Caminó hacia la ropa lentamente.
«Quizás simplemente se cayeron del estante», se dijo a sí mismo.
Se inclinó para recogerlas.
Pero justo cuando sus dedos tocaron la tela
La ropa desapareció.
Desvanecida.
Desaparecida en un instante, como humo.
Zhihao jadeó y retrocedió tambaleándose, cayendo al suelo frío de azulejos con un golpe húmedo.
—¡¿Qué demonios?!
Su respiración era ruidosa ahora. Se levantó rápidamente y se giró
—y ahí estaban.
Su ropa había vuelto al estante.
En el mismo lugar donde la había dejado.
Zhihao quedó inmóvil, con el agua aún goteando de su cabello.
«¿Estaba volviéndose loco?»
Se frotó los ojos y miró de nuevo. La ropa no se movió. Parecían perfectamente normales.
Retrocedió, lentamente. Agarró la toalla. Se envolvió con ella, sus manos temblando un poco.
«Quizás solo estoy cansado», se dijo de nuevo.
Pero luego miró el espejo empañado sobre el lavabo y vio algo.
Una huella de mano. Justo detrás de él.
Presionada en el espejo desde el interior.

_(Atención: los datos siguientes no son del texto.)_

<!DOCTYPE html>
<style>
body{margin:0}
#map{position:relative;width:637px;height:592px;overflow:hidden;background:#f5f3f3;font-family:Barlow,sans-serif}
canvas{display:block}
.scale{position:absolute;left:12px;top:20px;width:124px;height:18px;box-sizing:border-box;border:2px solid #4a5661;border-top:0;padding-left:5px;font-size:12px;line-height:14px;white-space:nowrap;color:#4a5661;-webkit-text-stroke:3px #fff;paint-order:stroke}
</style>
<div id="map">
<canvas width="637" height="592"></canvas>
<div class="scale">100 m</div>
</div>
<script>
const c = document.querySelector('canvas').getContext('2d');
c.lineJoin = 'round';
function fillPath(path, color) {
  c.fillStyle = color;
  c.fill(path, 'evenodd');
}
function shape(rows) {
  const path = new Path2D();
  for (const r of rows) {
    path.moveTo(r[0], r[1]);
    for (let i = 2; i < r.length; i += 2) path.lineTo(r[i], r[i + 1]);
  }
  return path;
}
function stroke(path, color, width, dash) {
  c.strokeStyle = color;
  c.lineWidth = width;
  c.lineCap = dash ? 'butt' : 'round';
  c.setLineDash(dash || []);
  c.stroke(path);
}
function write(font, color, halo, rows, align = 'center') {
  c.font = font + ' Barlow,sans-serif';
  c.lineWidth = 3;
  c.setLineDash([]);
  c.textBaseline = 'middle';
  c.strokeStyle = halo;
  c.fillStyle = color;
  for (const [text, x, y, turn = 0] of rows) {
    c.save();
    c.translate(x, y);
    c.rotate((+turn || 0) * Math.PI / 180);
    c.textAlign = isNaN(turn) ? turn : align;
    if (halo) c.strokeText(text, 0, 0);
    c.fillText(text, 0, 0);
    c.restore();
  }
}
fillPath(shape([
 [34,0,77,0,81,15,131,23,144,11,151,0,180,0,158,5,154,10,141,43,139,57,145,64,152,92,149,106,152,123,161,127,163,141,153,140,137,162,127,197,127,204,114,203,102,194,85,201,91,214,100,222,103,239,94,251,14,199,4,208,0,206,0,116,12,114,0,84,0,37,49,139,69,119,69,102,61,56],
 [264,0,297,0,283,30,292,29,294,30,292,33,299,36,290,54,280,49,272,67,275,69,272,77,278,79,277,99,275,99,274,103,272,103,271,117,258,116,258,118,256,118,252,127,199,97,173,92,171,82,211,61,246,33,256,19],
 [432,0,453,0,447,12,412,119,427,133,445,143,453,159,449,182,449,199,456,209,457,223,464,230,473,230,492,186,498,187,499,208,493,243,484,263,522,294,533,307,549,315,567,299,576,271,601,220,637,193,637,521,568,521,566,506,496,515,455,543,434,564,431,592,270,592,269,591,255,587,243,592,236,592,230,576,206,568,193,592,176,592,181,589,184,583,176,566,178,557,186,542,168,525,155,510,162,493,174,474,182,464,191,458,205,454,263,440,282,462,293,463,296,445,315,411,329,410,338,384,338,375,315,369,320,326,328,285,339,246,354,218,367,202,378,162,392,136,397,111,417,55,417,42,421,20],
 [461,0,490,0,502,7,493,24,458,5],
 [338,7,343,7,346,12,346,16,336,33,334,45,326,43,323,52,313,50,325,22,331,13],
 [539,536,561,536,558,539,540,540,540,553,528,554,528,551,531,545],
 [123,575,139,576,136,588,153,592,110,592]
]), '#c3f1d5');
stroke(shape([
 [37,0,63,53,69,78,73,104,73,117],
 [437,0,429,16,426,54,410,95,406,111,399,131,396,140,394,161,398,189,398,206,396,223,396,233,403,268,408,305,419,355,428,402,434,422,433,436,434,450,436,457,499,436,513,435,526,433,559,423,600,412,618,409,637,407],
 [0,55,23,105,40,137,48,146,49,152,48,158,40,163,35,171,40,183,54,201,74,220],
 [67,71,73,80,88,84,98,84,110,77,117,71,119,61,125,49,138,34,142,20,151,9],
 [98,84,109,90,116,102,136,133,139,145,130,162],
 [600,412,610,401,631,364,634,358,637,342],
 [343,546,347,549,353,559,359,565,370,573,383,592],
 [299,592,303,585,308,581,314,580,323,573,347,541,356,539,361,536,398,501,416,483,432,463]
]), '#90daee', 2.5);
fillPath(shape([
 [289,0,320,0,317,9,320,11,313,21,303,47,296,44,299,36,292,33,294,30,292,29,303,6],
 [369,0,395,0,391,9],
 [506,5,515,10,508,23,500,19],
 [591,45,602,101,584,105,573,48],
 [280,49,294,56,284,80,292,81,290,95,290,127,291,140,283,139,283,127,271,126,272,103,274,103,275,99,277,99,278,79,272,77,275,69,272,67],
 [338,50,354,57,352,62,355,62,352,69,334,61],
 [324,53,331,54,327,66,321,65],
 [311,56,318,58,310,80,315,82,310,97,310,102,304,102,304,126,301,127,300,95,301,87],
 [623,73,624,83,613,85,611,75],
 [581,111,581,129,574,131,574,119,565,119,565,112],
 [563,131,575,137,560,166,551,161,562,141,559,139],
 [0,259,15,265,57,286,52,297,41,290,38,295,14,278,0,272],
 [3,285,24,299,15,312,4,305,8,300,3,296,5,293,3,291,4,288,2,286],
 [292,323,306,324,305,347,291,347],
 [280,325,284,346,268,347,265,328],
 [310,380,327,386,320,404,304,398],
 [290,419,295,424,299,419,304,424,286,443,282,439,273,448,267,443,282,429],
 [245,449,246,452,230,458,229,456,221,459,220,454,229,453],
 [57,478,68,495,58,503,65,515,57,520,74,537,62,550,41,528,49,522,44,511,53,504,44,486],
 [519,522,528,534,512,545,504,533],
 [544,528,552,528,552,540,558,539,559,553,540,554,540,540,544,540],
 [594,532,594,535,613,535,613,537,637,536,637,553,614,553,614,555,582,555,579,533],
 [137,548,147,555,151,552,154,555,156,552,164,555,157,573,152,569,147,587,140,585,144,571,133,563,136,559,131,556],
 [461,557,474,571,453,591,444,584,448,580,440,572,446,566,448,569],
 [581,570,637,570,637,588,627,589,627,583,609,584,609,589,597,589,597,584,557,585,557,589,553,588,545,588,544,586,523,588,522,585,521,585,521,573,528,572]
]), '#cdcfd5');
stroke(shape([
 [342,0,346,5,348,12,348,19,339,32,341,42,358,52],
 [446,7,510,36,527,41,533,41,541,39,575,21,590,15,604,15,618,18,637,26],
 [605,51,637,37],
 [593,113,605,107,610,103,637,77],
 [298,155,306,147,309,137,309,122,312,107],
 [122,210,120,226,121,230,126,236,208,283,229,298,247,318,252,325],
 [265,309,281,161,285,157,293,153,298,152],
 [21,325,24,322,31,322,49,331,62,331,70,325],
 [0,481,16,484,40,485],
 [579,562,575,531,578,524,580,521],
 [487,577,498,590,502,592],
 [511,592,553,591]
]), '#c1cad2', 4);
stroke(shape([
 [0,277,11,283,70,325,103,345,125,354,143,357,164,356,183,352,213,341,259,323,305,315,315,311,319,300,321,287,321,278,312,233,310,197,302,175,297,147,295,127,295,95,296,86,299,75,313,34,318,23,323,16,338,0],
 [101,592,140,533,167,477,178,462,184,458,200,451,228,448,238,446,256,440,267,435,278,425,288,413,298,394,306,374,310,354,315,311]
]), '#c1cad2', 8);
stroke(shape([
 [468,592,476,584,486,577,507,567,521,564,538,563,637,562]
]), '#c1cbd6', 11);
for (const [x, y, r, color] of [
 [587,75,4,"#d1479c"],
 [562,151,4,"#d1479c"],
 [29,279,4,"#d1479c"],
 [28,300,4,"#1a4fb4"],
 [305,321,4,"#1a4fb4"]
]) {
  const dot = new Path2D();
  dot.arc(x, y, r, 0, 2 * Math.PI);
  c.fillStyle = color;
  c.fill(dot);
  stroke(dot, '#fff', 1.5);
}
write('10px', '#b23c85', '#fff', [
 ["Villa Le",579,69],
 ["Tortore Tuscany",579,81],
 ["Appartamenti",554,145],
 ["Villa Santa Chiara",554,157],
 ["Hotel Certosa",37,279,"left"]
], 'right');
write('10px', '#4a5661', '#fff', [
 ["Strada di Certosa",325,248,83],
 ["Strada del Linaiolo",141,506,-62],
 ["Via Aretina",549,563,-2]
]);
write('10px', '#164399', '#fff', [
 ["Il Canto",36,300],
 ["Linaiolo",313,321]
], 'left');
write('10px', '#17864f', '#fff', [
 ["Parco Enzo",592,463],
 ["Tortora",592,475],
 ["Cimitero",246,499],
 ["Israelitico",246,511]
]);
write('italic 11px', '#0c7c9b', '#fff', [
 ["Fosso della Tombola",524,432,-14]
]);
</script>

Pero cuando se dio vuelta, no había nadie allí. Solo vapor.
Zhihao se secó lo más rápido que pudo, aún con el corazón acelerado por lo que vio en el baño.

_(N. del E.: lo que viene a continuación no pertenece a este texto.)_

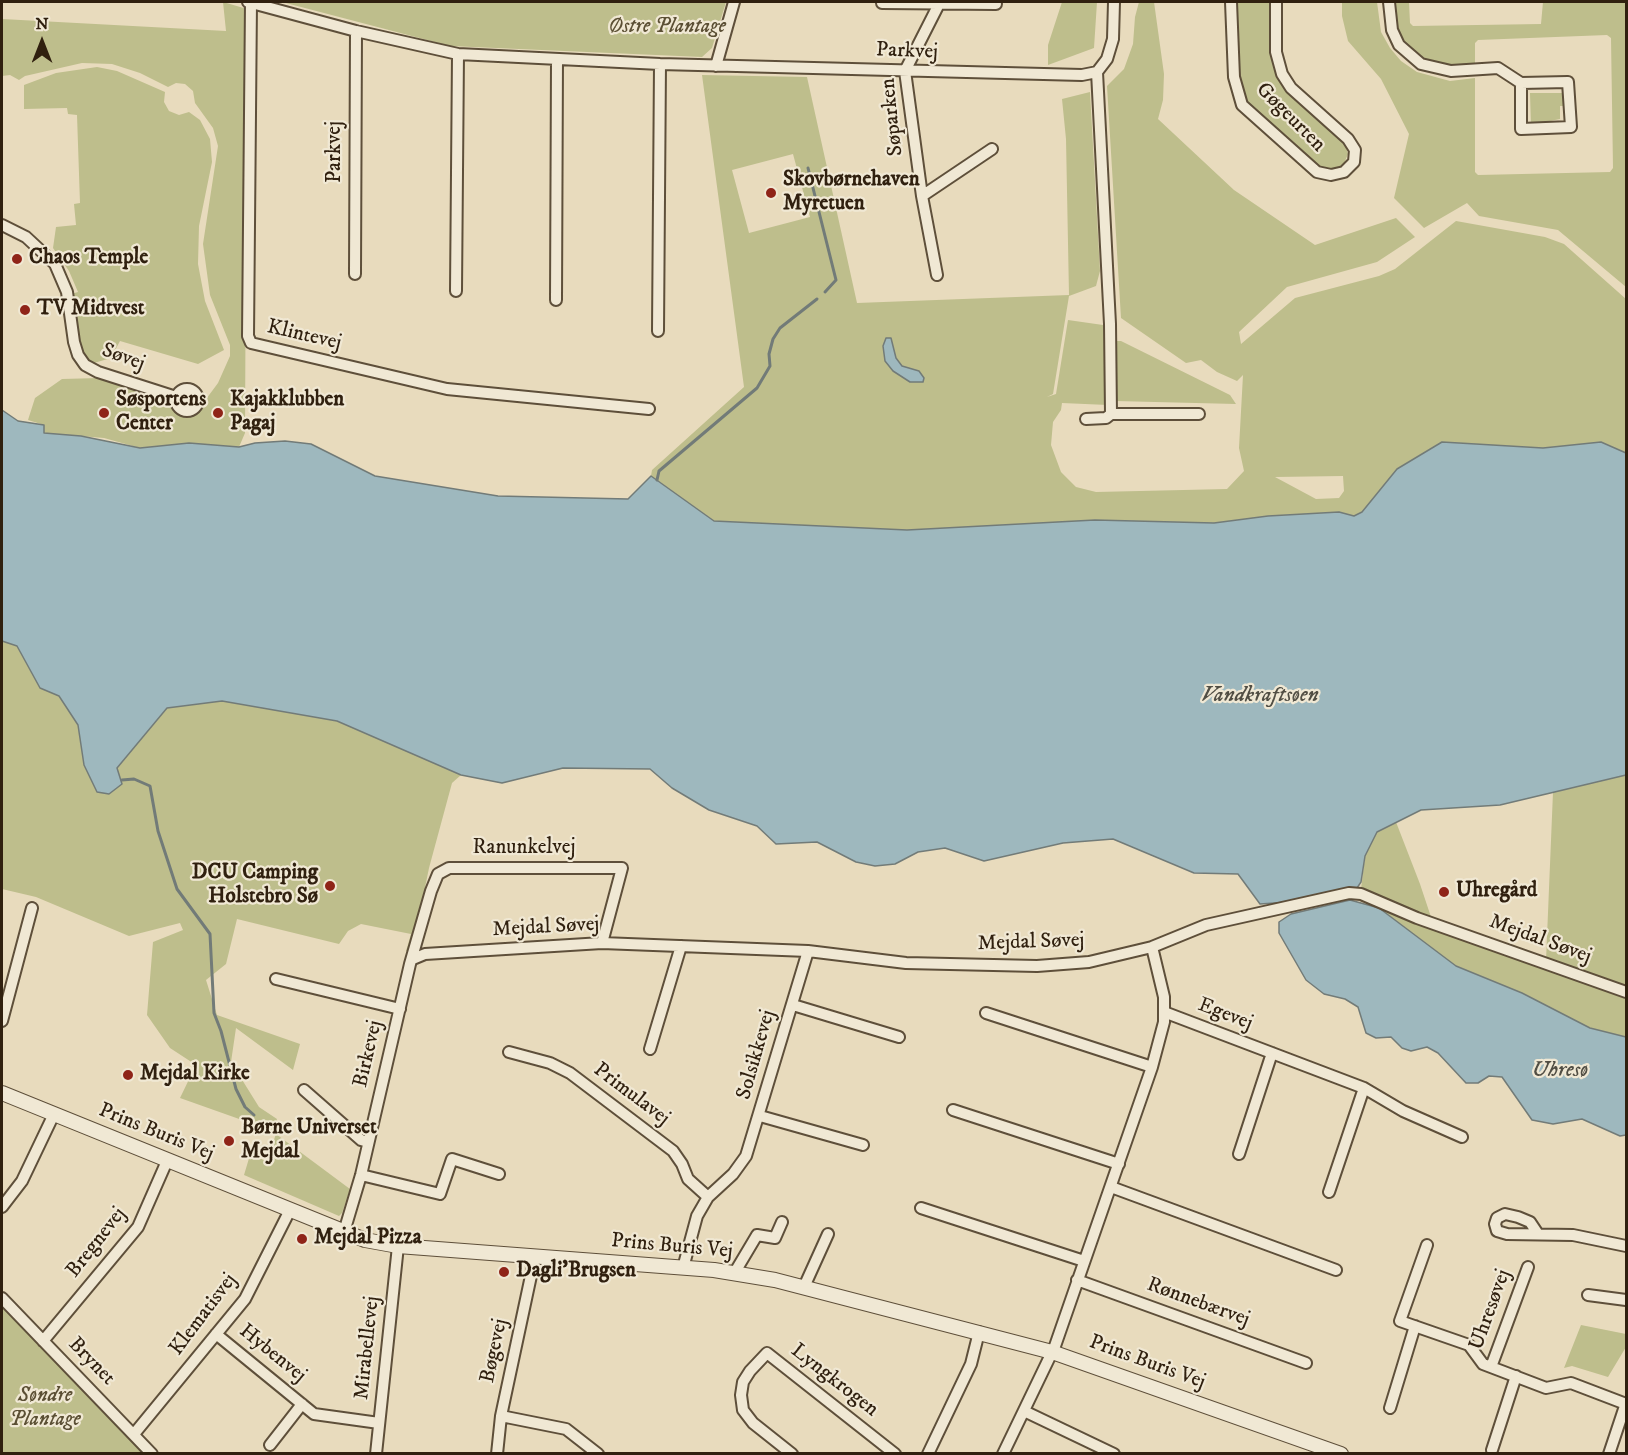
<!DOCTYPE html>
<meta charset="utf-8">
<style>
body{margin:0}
#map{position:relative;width:1628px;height:1455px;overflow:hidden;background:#e8dbbd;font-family:"IM FELL DW Pica",serif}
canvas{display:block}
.frame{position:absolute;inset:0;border:3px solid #30200f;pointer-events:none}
.north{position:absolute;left:12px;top:12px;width:60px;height:60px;-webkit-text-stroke:4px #f0e8d4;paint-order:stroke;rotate:0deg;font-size:16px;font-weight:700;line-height:24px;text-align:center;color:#30200f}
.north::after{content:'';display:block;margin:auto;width:21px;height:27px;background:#30200f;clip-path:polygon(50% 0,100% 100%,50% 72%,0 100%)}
</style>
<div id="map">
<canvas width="1628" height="1455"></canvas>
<div class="frame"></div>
<div class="north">N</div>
</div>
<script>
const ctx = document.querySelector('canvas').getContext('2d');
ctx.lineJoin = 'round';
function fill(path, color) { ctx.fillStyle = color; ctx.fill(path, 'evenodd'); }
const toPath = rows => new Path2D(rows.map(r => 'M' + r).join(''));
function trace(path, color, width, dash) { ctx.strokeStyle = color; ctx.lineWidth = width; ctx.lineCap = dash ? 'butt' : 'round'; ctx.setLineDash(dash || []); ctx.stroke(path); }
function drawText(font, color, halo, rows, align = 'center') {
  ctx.font = font + ' "IM FELL DW Pica",serif'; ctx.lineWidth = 4.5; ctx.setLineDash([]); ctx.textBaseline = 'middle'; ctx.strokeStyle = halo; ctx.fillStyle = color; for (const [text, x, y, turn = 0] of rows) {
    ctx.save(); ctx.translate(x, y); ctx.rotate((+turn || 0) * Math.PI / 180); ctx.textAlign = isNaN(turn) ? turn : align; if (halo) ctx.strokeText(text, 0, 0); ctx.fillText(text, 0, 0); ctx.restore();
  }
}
const green = toPath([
 [223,2,247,9,245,433,239,447,189,443,140,448,104,438,44,433,44,425,28,420,35,398,62,379,99,378,169,398,173,409,184,415,198,410,218,383,230,356,230,345,210,295,203,244,218,146,213,128,195,103,193,91,185,84,176,83,168,87,140,73,112,64,82,63,25,76,19,80,10,75,2,76,2,19,226,31],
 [282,2,726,2,712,48,702,57,450,46],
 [1062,2,1097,2,1094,48,1048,65,1048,45],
 [1139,2,1154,2,1164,74,1163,100,1158,119,1234,190,1315,245,1396,218,1415,237,1377,262,1287,287,1239,332,1241,344,1295,298,1379,276,1395,269,1456,221,1545,237,1564,244,1626,299,1626,453,1601,442,1543,448,1442,442,1397,469,1362,512,1354,516,1339,512,1268,516,1214,523,1095,520,907,530,714,521,651,476,652,470,744,387,702,75,807,77,857,303,1069,295,1066,139,1062,99,1090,92,1100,271,1096,286,1069,296,1053,394,1047,397,1056,394,1068,320,1103,325,1106,329,1108,405,1062,403,1061,410,1053,422,1051,445,1061,472,1076,487,1096,492,1227,489,1244,471,1239,448,1243,375,1237,381,1217,372,1201,360,1186,363,1121,318,1107,86,1124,69,1133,44,1135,17],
 [793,154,810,217,749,233,732,170],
 [1343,476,1344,491,1339,498,1316,499,1275,477],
 [1234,2,1270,2,1272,54,1279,77,1293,98,1345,143,1348,154,1343,166,1330,171,1323,169,1246,102,1238,81],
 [1342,2,1377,2,1381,32,1390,48,1401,61,1417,72,1450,81,1475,78,1475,172,1478,175,1610,172,1613,168,1611,38,1607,35,1478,40,1475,43,1475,65,1450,65,1419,59,1401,41,1394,27,1391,2,1409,2,1410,23,1413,26,1541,24,1543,2,1626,2,1626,287,1558,230,1479,216,1467,203,1424,228,1394,198,1409,134,1381,79,1348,41,1342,16],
 [97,67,117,71,165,92,164,102,169,111,179,115,189,112,200,120,210,139,212,162,199,226,198,264,205,301,224,350,198,364,120,341,111,358,94,363,87,359,79,346,71,294,78,292,69,271,53,248,56,227,76,225,74,204,80,203,77,115,68,114,67,108,24,109,24,85,56,73],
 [1530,93,1564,93,1564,106,1560,106,1560,119,1545,122,1544,126,1531,126],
 [1114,341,1121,341,1230,395,1236,404,1115,401],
 [2,641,17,646,40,688,59,696,78,725,84,765,97,792,105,792,118,775,117,768,167,708,222,701,337,721,461,775,452,783,429,868,412,951,406,951,411,934,361,924,348,931,339,944,237,919,226,964,206,980,217,1015,300,1044,293,1070,236,1028,231,1062,259,1107,277,1119,273,1131,180,1098,196,1065,170,1048,147,1015,153,942,183,930,180,923,129,936,36,897,2,889],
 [1626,775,1626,988,1546,961,1553,792],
 [1396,822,1420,884,1432,920,1361,889,1365,856,1377,832],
 [1379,908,1464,936,1626,997,1626,1037,1590,1028,1522,993,1454,965],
 [276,1134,350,1189,342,1213,339,1216,244,1175,250,1155,270,1162,275,1154,270,1151],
 [2,1303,152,1453,2,1453],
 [1581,1325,1626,1334,1626,1347,1608,1377,1572,1366,1564,1368]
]);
const water = toPath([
 [886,338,891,338,896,358,902,366,919,371,924,378,923,382,910,382,893,371,885,361,883,346,886,338],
 [2,410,18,421,44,425,44,433,81,436,140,448,189,443,239,447,255,443,285,441,311,444,375,476,498,496,628,499,651,476,714,521,907,530,1095,520,1214,523,1268,516,1339,512,1354,516,1362,512,1397,469,1442,442,1543,448,1601,442,1626,453,1626,775,1500,805,1421,810,1377,832,1365,856,1361,882,1357,888,1289,902,1260,904,1238,874,1194,873,1113,839,1063,843,984,861,945,848,918,852,895,864,875,866,856,862,817,842,776,844,757,826,709,810,672,788,650,769,563,768,502,783,461,775,337,721,222,701,167,708,117,768,122,784,109,794,97,792,84,765,78,725,59,696,40,688,17,646,2,641,2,410],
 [1350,900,1379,908,1456,966,1522,993,1590,1028,1626,1037,1626,1135,1620,1136,1582,1119,1553,1124,1532,1120,1502,1077,1489,1076,1478,1083,1466,1083,1438,1053,1427,1047,1411,1051,1402,1048,1391,1037,1376,1038,1366,1033,1358,1007,1345,999,1324,994,1306,980,1279,933,1279,922,1291,914,1350,900]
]);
const stream = toPath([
 [808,168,836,280,825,292],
 [657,480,659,471,757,388,770,366,769,354,773,339,780,328,817,299],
 [122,780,134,779,150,786,158,831,177,889,210,934,214,1013,221,1031,236,1089,245,1107,254,1115]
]);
const minor = toPath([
 [248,2,356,31,458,54,660,64,1082,75,1097,72,1107,59,1113,39,1114,2],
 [251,2,248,336,251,343,447,389,649,409],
 [1231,2,1234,77,1242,105,1317,172,1331,175,1344,172,1354,162,1355,150,1348,139,1291,88,1282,74,1276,52,1276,2],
 [1389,2,1392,30,1399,45,1421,64,1451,71,1498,68,1521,83,1568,82,1571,127,1521,129,1521,83],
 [882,3,996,4],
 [716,66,734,2],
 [1097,72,1110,324,1111,414],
 [922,196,992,149],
 [2,225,26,237,55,264,67,292,74,342,78,355,85,365,98,372,176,397],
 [355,274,356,31],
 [937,275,922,196,905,71,940,2],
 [456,291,458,54],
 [556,300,557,59],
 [658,331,660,64],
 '176 400a11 11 0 1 1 22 0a11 11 0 1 1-22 0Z',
 [1086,419,1106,418,1111,414,1199,414],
 [413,959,425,954,602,943,808,951,906,963,1037,966,1089,962,1152,947,1206,925,1349,893,1361,894,1417,918,1626,992],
 [276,979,400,1009],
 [793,1005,899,1037],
 [1164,1012,1364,1088,1403,1111,1462,1137],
 [986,1013,1152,1067],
 [2,1021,32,908],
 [650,1049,681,946],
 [509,1052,550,1063,570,1073,673,1151,682,1164,688,1179,708,1197],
 [304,1090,361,1140,368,1142],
 [953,1110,1119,1164],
 [760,1116,863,1145],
 [1239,1154,1272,1053],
 [361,1175,440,1194,452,1159,499,1174],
 [1111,1187,1336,1270],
 [1329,1192,1364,1088],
 [2,1207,22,1181,54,1114],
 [921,1208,1084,1261],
 [344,1232,361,1175,410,964,431,891,438,874,449,868,622,868,602,943],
 [1538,1234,1530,1222,1518,1217,1505,1214,1497,1218,1495,1224,1497,1231,1507,1234,1573,1235,1626,1246],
 [1427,1245,1400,1321,1469,1345,1483,1364,1546,1388,1571,1383,1626,1404],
 [683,1268,697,1216,708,1197,733,1174,746,1156,808,951],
 [735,1272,757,1235,775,1238,782,1222],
 [1077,1280,1306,1363],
 [804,1287,828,1234],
 [1588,1295,1626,1300],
 [2,1298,152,1454],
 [216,1334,314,1414,379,1423],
 [43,1341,138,1227,167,1161],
 [1491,1367,1528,1267],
 [1390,1408,1415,1326],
 [1024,1411,1114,1454],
 [501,1416,566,1429,598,1454],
 [134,1434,245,1299,290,1210],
 [270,1445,302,1404],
 [1492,1450,1516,1376],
 [376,1454,398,1246],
 [497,1454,501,1416,535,1257],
 [792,1454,753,1423,743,1410,741,1395,743,1382,750,1371,767,1353,895,1454],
 [928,1454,971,1364,979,1332],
 [1003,1454,1055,1346,1152,1067,1164,1022,1164,997,1152,947],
 [1609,1454,1626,1403]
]);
const tertiary = toPath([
 [2,1093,365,1240,398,1246,714,1270,775,1280,1052,1352,1341,1454]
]);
const markers = [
 [771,193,6,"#8f2418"],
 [17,259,6,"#8f2418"],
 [25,310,6,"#8f2418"],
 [104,413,6,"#8f2418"],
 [218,413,6,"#8f2418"],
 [330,886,6,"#8f2418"],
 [1444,892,6,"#8f2418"],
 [128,1075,6,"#8f2418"],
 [229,1141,6,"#8f2418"],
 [302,1239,6,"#8f2418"],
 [504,1272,6,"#8f2418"]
];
const parkNames = [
 ["Østre Plantage",667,28],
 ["Søndre",45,1397],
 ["Plantage",45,1421]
];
const streetNames = [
 ["Parkvej",907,52,2],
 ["Søparken",893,117,-96],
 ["Gøgeurten",1290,118,45],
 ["Parkvej",336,152,-90],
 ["Klintevej",304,336,13],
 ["Søvej",123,358,20],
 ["Ranunkelvej",524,849],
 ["Mejdal Søvej",546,928,-3],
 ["Mejdal Søvej",1540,940,20],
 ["Mejdal Søvej",1031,943,-2],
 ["Egevej",1225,1015,21],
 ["Birkevej",369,1054,-77],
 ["Solsikkevej",757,1055,-74],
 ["Primulavej",631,1095,37],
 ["Prins Buris Vej",156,1133,22],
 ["Bregnevej",97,1243,-52],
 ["Prins Buris Vej",672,1247,5],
 ["Rønnebærvej",1198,1303,20],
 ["Uhresøvej",1491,1310,-70],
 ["Klematisvej",204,1315,-53],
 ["Mirabellevej",368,1348,-84],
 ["Bøgevej",495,1351,-78],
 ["Hybenvej",272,1354,39],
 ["Brynet",91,1362,46],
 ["Prins Buris Vej",1147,1363,20],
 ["Lyngkrogen",834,1381,38]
];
const poiNames = [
 ["Skovbørnehaven",783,181],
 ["Myretuen",783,205],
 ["Chaos Temple",29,259],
 ["TV Midtvest",37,310],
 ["Søsportens",116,401],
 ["Center",116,425],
 ["Kajakklubben",230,401],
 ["Pagaj",230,425],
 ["DCU Camping",318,874,"right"],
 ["Holstebro Sø",318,898,"right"],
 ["Uhregård",1456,892],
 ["Mejdal Kirke",140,1075],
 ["Børne Universet",241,1129],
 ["Mejdal",241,1153],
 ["Mejdal Pizza",314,1239],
 ["Dagli'Brugsen",516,1272]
];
const waterNames = [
 ["Vandkraftsøen",1260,696],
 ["Uhresø",1560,1071]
];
fill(green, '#bebe8c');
fill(water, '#9eb8be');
trace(water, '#727b78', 1.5);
trace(stream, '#727b78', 3);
trace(minor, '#5e4f3a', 14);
trace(tertiary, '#5e4f3a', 16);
trace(minor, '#f0e8d4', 10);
trace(tertiary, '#f0e8d4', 14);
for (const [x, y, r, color] of markers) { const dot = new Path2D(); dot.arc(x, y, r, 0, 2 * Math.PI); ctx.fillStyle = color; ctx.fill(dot); trace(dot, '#f0e8d4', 2); }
drawText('italic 21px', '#5b4f34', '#f0e8d4', parkNames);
drawText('21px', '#30200f', '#f0e8d4', streetNames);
drawText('bold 21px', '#30200f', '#f0e8d4', poiNames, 'left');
drawText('italic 22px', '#514e44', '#f0e8d4', waterNames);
</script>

Ni siquiera le importó secarse el cabello correctamente—solo se puso una sudadera y pantalones y dejó las luces encendidas mientras se metía en la cama.
—Esto es absurdo —susurró para sí mismo, abrazando su manta—. Solo un espejo. Solo vapor. Quizás me deslicé o algo…
Se giró, subiendo las cobijas hasta la barbilla. Su cuerpo estaba cansado, pero su mente no dejaba de darle vueltas.
Siguió pensando en la ropa desaparecida. La huella de mano. La forma en la que las luces parpadearon.
Eventualmente, después de lo que parecía una eternidad, sus ojos comenzaron a cerrarse.
La habitación estaba tranquila ahora. Solo el suave zumbido del calentador y el ocasional crujido de las viejas paredes de madera.
El sueño finalmente lo atrapó.
Pero en algún momento en la mitad de la noche —no podía decir qué hora era— los ojos de Zhihao se abrieron de golpe.
Algo estaba mal.
Su pecho se sentía pesado.
Como… si no pudiera respirar.
Intentó tomar aire, pero era como si algo estuviera presionando su garganta.
Ahogándolo.
Sus ojos se abrieron de par en par mientras el pánico corría por su cuerpo.
Intentó sentarse—pero no pudo.
Intentó gritar—pero no salió nada.
Sus manos volaron a su cuello, buscando lo que fuera que lo estaba agarrando.
Y entonces lo sintió. Una mano.
Apretando fuerte su garganta.
Pero lo peor…
Era su propia mano.
Su mano izquierda lo estaba ahorcando.
Temblando y apretando como si tuviera mente propia.